More evidence on the control of reverse micelles sizes: combination of different techniques as a powerful tool to monitor AOT reversed micelles properties

Abstract

In this work, we have investigated the behavior of 4-aminophthalimide (4-AP) in solvent mixtures of ethyl lactate (EL)− water and EL−n-heptane and in reversed micelles (RMs) media made of EL−water/sodium 1,4-bis(2-ethylhexyl)- sulfosuccinate (AOT)/n-heptane. We have used dynamics light scattering (DLS) and absorption, steady-state and time-resolved emission (TRES) techniques. 4-AP is a very interesting and unique molecule used to study preferential solvation in water mixtures since its emission profile changes dramatically when its sphere shell is solvated by water molecules. Thus, in homogeneous media 4-AP is strongly solvated by water in the EL−water mixture and by EL in the EL−n-heptane mixture, results that show the importance of the hydrogen bonding in the 4-AP solvation.

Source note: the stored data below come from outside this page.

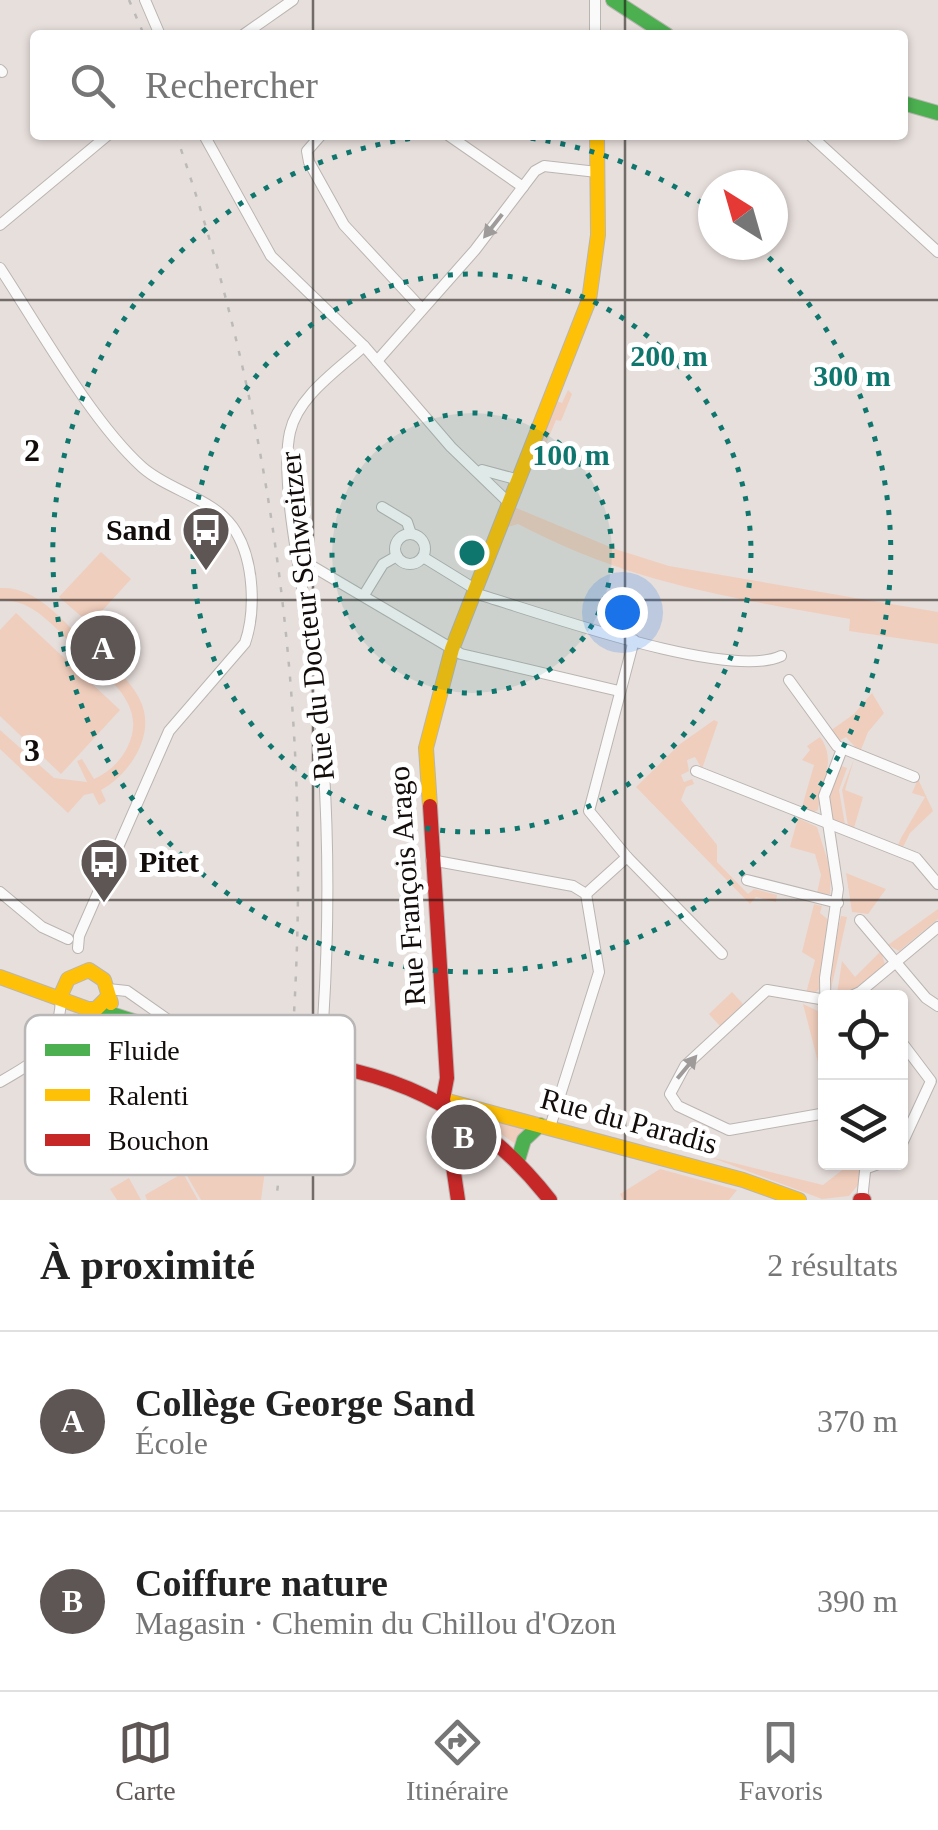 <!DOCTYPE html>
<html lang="fr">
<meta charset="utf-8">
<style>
:root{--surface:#fff;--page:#f2f2f2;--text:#222;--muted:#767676;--line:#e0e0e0;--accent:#5d5654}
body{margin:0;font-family:Georgia,serif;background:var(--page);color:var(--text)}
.controls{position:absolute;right:30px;bottom:30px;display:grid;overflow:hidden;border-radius:10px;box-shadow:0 2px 8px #0004}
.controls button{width:90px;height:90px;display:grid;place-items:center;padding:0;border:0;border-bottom:2px solid var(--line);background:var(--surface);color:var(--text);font:50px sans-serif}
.compass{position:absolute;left:698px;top:170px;width:90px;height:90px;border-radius:50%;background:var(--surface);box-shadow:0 2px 8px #0004;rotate:323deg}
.you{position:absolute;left:622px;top:612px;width:35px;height:35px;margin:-25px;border:8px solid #fff;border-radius:50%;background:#1a73e8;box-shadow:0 0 0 15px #1a73e833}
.badge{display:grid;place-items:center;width:65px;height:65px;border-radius:50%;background:var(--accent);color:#fff;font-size:32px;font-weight:700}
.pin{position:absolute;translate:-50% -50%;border:5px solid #fff;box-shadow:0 2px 10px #0006}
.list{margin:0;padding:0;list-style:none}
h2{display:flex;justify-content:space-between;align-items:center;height:130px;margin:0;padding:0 40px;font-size:42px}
h2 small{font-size:32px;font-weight:400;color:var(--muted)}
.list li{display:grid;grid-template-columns:65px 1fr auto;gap:30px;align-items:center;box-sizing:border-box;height:180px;padding:0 40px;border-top:2px solid var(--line)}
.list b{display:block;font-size:38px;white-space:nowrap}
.list p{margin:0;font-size:32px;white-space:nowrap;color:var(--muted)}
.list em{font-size:32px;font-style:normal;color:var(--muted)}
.icon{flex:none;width:55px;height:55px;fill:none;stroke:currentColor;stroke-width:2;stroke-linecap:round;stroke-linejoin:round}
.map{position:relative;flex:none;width:938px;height:1200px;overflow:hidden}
.search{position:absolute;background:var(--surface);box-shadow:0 2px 8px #0004;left:30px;right:30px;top:30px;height:110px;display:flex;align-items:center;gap:25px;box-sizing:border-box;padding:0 35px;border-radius:10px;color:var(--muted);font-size:38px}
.sheet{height:490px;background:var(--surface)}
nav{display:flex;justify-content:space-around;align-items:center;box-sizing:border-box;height:140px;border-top:2px solid var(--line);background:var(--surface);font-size:28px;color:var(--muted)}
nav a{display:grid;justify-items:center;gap:5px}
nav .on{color:var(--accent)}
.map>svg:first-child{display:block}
.green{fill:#f0cebd}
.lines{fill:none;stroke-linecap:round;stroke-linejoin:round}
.street-casing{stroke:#bab5b2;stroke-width:12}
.fast-casing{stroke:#bab5b2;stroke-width:16}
.slow-casing{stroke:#bab5b2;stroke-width:16}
.jam-casing{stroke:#bab5b2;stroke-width:16}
.street{stroke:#fbfafa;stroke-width:10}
.fast{stroke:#4caf50;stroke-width:14}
.slow{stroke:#ffc107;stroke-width:14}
.jam{stroke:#c62828;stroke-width:14}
.rail{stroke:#bcbab8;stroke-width:2.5;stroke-dasharray:5 10;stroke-linecap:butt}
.fast-bridge-casing{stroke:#bab5b2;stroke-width:18;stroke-linecap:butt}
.fast-bridge{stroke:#4caf50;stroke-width:15}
.oneway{fill:#9e9b9a}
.grid{fill:none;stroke:#120d0b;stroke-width:2.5;stroke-opacity:0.55}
.ring{fill:none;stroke:#0f766e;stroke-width:5;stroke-dasharray:5 10}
.labels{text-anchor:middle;stroke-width:10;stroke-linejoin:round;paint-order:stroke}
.poi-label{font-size:30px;font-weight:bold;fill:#120d0b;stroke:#fff;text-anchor:end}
.street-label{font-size:30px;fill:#120d0b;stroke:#fff}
.key{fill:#fff;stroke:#b8b6b6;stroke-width:2.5}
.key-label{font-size:28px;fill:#120d0b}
.grid-label{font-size:32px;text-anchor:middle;font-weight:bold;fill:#120d0b;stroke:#fff;stroke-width:10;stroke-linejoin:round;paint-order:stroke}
.centre{fill:#0f766e;stroke:#fff;stroke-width:5}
.ring-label{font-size:30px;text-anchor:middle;font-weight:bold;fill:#0f766e;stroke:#fff;stroke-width:10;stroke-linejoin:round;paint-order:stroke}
</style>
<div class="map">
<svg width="938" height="1200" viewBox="0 0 938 1200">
<rect width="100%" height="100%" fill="#e7dfdc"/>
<!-- green -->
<g class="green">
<polygon points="568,390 572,394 561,421 556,420 536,468 531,466 557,401 562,403"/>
<path d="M514,507L615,549L669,566L938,612V644L849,631L850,619C727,597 630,583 518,524L505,528Z"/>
<polygon points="101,552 131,579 90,624 59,597"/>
<path d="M0,588C35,586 59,617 82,639C101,657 129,676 140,700C157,734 130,774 101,790L106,801L99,805L93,793L84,795L68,813L0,749V730L54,778L87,782L77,761L82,759L94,779C108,773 120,762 127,748C150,704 104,675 76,648C54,627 33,599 0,600Z"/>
<polygon points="16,613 120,710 61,774 0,716 0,630"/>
<polygon points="872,693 884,713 868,732 860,752 846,737 839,741 830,731 854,714"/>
<polygon points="714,720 718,722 702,769 695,757 687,760 689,771 681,775 684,782 692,779 694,784 686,787 681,800 717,845 717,862 748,894 754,889 777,895 776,902 756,897 750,904 636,787 680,744"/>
<path d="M820,737C837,760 822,782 818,810L812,813L802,807L814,765L802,760L810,750L807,746Z"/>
<polygon points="854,759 845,790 863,797 854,828 848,826 842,790"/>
<polygon points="839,765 847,768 839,790 845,825 832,820 829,792"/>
<polygon points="918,779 933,811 910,833 903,847 898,845 901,838 925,797 912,793"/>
<polygon points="798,818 817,827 831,871 830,894 817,893 821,875 815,854 790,847"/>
<polygon points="846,873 886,889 868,914 852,912"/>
<polygon points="814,904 822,906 820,913 831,922 819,989 813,994 806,993 815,960 802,952"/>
<polygon points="938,909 938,919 899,951 888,945"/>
<polygon points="841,916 847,917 830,994 831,961"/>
<polygon points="881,951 885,965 855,989 837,994 842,961 855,977"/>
<polygon points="732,992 743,1004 720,1026 709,1014"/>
<polygon points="803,1004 818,1011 825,1089"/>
<polygon points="74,1013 136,1032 147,1044 185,1063 213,1098 268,1148 261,1200 201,1200 171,1148 185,1140 166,1087 148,1055 107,1055 97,1027 66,1017"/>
<polygon points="495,1120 525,1129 517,1145 491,1127"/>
<polygon points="710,1157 823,1185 846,1167 845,1163 861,1163 858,1185 849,1196 822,1199"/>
<polygon points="660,1169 737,1190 729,1200 623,1200 620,1194"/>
<polygon points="183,1173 198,1200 147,1200 145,1195"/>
<polygon points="129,1178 141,1200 117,1200 110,1189"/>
</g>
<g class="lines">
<!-- street casing -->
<g class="street-casing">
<g id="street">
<polyline points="145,0 160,35"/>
<polyline points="243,35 293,0"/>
<polyline points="595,35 595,0"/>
<polyline points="0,70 2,72"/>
<path d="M204,135L271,256L364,346C338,370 298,396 290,432C278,485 308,608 315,667C330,798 331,931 320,1063"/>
<polyline points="321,135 307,151 309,162 344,225 422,309"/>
<polyline points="448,135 523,187"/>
<polyline points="810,135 938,252"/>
<polyline points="0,225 108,135"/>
<path d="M0,268C38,326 92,422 142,467C170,492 216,498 236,532C254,562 256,611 245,643L169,731L79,936L78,948"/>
<polyline points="364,346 451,447 509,503"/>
<polyline points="377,361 475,250 535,171 544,166 597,172"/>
<polyline points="482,470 519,480"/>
<polyline points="382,507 407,522 411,534"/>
<circle cx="410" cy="549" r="15"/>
<polyline points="423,557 475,589"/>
<polyline points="300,559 461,654 619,691"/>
<path d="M474,593C536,611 728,681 781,656"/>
<polyline points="364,595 383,564 397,556"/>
<polyline points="789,680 837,746 914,777"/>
<polyline points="696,771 916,858 938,884"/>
<polyline points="627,857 722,954"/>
<polyline points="431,860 573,886 586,894 599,972 550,1127"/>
<polyline points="747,880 838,903"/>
<polyline points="0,892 42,927 68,939"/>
<polyline points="586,894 627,857 589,811 634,640"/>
<polyline points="860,920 926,998 938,1006"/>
<polyline points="108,989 127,991 174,1024 190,1023"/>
<polyline points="847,998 860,992 938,927"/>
<polyline points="826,1000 767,990 685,1066 670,1094 678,1106 729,1130 826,1113"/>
<polyline points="826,1036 825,978 838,889 824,796 842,749"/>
<polyline points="900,1040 931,1081 900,1148"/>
<path d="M0,1082C40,1059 59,1048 61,998"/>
<polyline points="867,1168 884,1162"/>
<polyline points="862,1200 866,1162"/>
</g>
</g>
<!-- fast casing -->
<g class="fast-casing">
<g id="fast">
<polyline points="613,0 667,35"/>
<polyline points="903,103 938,113"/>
<polyline points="96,1009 202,1043 288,1060"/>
<polyline points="518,1160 524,1140 540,1125"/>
</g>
</g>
<!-- slow casing -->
<g class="slow-casing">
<g id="slow">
<polyline points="430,806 426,748 452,649 589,300 598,235 597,135"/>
<polyline points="0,977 88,1009 96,1009 108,997"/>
<polyline points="60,997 68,979 89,970 104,980 111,1003"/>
<polyline points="444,1100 743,1180 799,1200"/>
</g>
</g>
<!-- jam casing -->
<g class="jam-casing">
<g id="jam">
<polyline points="430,806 447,1078 443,1099 458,1200"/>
<path d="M299,1061C405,1073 484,1116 550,1200"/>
<polyline points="860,1200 864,1200"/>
</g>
</g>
<!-- street -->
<use href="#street" class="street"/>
<!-- fast -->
<use href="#fast" class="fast"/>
<!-- slow -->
<use href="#slow" class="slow"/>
<!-- jam -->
<use href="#jam" class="jam"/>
<!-- rail -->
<g class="rail">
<polyline points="129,0 144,35"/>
<path d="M176,135C295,475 324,844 276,1200"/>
</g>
<!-- fast-bridge casing -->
<g class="fast-bridge-casing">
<polyline id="fast-bridge" points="288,1060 299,1061"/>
</g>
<!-- fast-bridge -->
<use href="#fast-bridge" class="fast-bridge"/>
</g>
<!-- one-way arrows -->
<defs><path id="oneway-solid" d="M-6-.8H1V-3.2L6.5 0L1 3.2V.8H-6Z" transform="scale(2.5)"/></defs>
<g class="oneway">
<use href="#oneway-solid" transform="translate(493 226) rotate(128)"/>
<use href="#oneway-solid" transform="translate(687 1067) rotate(-50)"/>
</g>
<!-- grid -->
<path class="grid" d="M313,0V35M625,0V35M313,135V1200M625,135V1200M0,300H938M0,600H938M0,900H938"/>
<!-- distance rings -->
<circle cx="472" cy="553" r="140" fill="#0f766e" fill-opacity=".12"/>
<g class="ring">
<circle cx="472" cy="553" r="140"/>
<circle cx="472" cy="553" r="279"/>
<path d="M501 135A419 419 0 0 1 712 210M758 247A419 419 0 1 1 443 135"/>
</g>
<!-- icons -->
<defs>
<g id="bus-pin" transform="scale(2.5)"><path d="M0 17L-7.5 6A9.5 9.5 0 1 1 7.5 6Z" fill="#5d5654" stroke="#fff"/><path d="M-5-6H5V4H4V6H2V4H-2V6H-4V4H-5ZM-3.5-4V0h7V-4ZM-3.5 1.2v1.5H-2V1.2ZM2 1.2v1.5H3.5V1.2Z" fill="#fff"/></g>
</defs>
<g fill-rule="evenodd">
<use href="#bus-pin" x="206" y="530"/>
<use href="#bus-pin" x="104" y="862"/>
</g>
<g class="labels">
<!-- poi labels -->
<g class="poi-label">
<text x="171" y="540">Sand</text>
<text x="139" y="872" text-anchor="start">Pitet</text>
</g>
<!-- street labels -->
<g class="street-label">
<text transform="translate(307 616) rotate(-96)" y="10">Rue du Docteur Schweitzer</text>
<text transform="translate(407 886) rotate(-94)" y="10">Rue François Arago</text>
<text transform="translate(629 1121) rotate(15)" y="10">Rue du Paradis</text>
</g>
</g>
<!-- legend -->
<rect x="25" y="1015" width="330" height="160" rx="15" class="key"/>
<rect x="45" y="1044" width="45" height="12" fill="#4caf50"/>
<rect x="45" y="1089" width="45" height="12" fill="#ffc107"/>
<rect x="45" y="1134" width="45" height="12" fill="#c62828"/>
<g class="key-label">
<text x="108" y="1060">Fluide</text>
<text x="108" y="1105">Ralenti</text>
<text x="108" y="1150">Bouchon</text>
</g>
<g class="grid-label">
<text x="32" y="461">2</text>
<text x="32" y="761">3</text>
</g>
<circle cx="472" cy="553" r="15" class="centre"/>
<g class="ring-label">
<text x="669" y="366">200 m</text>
<text x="852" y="386">300 m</text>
<text x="571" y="465">100 m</text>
</g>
</svg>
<div class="controls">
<button><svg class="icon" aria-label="locate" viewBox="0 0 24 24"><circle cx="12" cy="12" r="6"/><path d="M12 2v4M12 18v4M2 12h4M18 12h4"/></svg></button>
<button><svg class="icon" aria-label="layers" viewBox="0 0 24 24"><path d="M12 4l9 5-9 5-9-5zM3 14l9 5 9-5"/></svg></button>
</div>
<svg class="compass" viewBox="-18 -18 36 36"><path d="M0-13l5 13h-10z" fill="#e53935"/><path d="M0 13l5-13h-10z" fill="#767676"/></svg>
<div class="you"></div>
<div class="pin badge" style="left:103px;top:648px">A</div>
<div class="pin badge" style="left:464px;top:1137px">B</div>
<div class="search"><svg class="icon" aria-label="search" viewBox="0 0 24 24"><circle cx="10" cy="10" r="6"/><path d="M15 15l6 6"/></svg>Rechercher</div>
</div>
<section class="sheet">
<h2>À proximité<small>2 résultats</small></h2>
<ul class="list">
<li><span class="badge">A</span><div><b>Collège George Sand</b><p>École</p></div><em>370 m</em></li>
<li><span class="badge">B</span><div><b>Coiffure nature</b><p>Magasin · Chemin du Chillou d'Ozon</p></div><em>390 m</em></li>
</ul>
</section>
<nav>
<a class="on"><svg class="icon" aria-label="map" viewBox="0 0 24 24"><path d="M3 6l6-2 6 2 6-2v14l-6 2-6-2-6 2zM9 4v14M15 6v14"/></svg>Carte</a>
<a><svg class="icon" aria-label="directions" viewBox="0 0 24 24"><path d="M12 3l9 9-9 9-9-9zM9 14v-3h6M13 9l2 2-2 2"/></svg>Itinéraire</a>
<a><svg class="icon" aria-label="saved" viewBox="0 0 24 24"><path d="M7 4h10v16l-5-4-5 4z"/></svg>Favoris</a>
</nav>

We were motivated by this feature of 4-AP and have used it to monitor properties in AOT RMs. Thus, we use 4-AP spectroscopic behavior in conjunction with DLS technique to reveal the location of each polar solvent of the mixture encapsulated within the RMs media. We found that in the EL−water/ AOT/n-heptane RMs the results strongly depend on the amount of water dissolved. Below W0 = [water]/[AOT] = 5, there are no reversed micelles and EL, water, AOT and n-heptane forms a nonstructured mixture. For W0 values between 5 and 10, the droplet sizes are independent of the EL content because of its strong intermolecular interactions forms an EL polar core and only water is found at the interface. For W0 values higher than 10, the droplets size increase with the EL content and EL molecules are detected at the AOT RMs interface. We inferred that the RMs sizes will change only if the polar solvent encapsulated interacts with the interface changing the surfactant packing parameter. Then, we can assume that it is possible to create RMs with solvents that do not interact with the interface but can be encapsulated in the polar core. These results, give evidence that expand the knowledge about which are the factors that determine when RMs droplet sizes changes with the polar solvent content, giving insights that will help to control the sizes of the AOT RMs. This will open diverse avenues since RMs are interesting nanoreactors for heterogeneous chemistry, templates for nanoparticles and models for electron transfer reaction that happens in membranes.